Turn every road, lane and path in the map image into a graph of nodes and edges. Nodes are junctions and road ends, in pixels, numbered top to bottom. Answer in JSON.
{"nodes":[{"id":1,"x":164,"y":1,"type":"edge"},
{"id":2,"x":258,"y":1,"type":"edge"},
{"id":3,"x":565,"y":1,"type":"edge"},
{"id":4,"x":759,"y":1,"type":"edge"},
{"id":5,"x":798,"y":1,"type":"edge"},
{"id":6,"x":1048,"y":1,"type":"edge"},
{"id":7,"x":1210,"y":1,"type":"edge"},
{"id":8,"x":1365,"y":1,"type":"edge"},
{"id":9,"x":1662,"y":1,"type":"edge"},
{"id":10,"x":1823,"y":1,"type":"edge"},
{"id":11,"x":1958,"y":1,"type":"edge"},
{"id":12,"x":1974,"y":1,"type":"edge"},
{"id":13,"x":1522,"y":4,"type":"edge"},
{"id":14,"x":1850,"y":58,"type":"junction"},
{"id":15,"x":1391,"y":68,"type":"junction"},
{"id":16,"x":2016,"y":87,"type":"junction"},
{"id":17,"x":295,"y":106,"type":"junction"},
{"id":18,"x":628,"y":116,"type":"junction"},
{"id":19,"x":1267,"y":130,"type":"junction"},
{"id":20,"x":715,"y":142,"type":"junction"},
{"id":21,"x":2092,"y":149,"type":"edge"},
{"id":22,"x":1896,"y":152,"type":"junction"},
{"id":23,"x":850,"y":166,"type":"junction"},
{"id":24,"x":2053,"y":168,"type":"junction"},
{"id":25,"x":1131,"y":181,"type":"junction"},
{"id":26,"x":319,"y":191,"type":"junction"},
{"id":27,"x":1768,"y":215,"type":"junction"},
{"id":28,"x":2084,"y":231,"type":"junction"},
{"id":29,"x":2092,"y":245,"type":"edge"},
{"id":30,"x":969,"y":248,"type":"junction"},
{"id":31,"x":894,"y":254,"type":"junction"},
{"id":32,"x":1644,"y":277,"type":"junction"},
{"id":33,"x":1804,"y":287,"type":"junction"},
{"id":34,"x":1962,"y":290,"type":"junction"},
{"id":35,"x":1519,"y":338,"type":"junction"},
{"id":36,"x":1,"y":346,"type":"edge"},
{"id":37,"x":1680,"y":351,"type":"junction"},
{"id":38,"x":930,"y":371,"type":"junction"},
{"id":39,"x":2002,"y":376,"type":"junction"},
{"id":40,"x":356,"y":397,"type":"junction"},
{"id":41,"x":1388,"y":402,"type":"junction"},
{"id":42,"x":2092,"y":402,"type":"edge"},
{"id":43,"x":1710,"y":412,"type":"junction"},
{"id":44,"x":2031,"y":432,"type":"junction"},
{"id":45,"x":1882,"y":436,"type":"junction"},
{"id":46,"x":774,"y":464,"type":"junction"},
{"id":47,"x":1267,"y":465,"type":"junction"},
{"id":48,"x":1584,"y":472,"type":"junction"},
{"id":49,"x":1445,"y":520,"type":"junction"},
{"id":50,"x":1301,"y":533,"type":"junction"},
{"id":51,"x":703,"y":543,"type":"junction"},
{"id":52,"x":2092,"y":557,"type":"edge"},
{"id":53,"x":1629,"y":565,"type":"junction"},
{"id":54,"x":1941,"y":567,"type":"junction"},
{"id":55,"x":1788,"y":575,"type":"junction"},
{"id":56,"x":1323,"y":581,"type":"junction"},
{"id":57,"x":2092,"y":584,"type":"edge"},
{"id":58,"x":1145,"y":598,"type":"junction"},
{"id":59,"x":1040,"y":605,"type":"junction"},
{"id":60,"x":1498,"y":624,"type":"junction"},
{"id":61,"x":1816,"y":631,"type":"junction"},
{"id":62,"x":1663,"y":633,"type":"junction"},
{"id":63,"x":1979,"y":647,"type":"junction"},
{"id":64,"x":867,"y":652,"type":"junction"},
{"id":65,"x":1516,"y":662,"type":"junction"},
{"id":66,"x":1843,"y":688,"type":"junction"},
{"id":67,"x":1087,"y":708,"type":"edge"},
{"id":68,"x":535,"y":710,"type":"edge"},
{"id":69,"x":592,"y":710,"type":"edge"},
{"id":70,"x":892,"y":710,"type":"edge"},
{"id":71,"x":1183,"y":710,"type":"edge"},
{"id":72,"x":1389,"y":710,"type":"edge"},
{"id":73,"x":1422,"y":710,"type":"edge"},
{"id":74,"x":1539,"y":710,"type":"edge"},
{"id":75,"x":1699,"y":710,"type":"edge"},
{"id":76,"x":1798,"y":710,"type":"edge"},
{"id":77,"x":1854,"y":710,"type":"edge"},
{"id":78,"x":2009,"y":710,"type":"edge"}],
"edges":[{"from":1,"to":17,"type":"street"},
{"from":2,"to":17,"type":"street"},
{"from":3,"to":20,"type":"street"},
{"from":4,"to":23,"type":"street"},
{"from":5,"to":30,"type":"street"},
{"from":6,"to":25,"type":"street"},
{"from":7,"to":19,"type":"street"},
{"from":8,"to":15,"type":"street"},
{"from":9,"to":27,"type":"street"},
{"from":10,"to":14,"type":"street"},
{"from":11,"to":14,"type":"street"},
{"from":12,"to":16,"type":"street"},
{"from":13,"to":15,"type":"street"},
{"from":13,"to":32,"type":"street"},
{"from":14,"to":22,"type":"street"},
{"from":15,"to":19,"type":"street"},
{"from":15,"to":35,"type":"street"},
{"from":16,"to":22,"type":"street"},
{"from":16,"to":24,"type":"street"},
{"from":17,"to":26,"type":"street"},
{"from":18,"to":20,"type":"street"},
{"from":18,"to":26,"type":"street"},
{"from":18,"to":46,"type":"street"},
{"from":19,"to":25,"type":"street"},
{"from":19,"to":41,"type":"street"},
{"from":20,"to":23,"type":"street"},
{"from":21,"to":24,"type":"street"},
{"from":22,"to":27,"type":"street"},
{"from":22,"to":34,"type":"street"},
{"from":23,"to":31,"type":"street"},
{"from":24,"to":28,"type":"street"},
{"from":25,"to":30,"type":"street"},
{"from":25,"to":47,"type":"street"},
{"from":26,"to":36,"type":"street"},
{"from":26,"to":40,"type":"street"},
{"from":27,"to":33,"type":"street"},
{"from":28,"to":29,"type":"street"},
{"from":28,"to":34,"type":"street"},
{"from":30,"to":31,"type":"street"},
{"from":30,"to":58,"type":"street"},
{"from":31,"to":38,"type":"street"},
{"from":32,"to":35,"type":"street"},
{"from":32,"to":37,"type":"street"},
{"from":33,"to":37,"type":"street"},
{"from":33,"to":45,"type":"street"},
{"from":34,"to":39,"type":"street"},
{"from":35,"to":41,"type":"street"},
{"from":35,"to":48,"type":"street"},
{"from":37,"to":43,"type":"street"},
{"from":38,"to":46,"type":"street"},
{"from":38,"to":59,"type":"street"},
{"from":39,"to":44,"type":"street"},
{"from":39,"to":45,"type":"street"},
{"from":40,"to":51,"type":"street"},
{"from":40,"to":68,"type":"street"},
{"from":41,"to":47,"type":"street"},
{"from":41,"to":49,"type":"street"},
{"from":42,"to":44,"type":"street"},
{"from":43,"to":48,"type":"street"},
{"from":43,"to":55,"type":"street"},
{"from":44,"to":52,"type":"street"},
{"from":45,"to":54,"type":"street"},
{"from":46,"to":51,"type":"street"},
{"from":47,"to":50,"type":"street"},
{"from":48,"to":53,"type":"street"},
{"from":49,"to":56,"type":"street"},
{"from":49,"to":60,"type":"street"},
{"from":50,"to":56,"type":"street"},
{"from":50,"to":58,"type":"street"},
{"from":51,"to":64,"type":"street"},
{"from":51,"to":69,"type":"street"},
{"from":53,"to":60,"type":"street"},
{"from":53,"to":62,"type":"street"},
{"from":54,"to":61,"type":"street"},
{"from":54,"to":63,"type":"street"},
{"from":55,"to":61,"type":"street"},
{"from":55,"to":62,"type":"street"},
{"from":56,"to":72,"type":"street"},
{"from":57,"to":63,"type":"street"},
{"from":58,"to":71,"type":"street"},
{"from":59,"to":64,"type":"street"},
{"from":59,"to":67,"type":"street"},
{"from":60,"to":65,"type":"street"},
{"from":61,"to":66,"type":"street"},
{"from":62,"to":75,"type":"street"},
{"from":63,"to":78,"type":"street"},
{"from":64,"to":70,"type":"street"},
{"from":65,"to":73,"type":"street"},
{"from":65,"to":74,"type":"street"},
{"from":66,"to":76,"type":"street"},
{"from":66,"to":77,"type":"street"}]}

## [HOW TO COMPLETE THIS TASK]
Wherever the string "nodes" shows up in the material, copy the line that holds it.

## [TASK SOLUTION]
Turn every road, lane and path in the map image into a graph of nodes and edges. Nodes are junctions and road ends, in pixels, numbered top to bottom. Answer in JSON.
{"nodes":[{"id":1,"x":164,"y":1,"type":"edge"},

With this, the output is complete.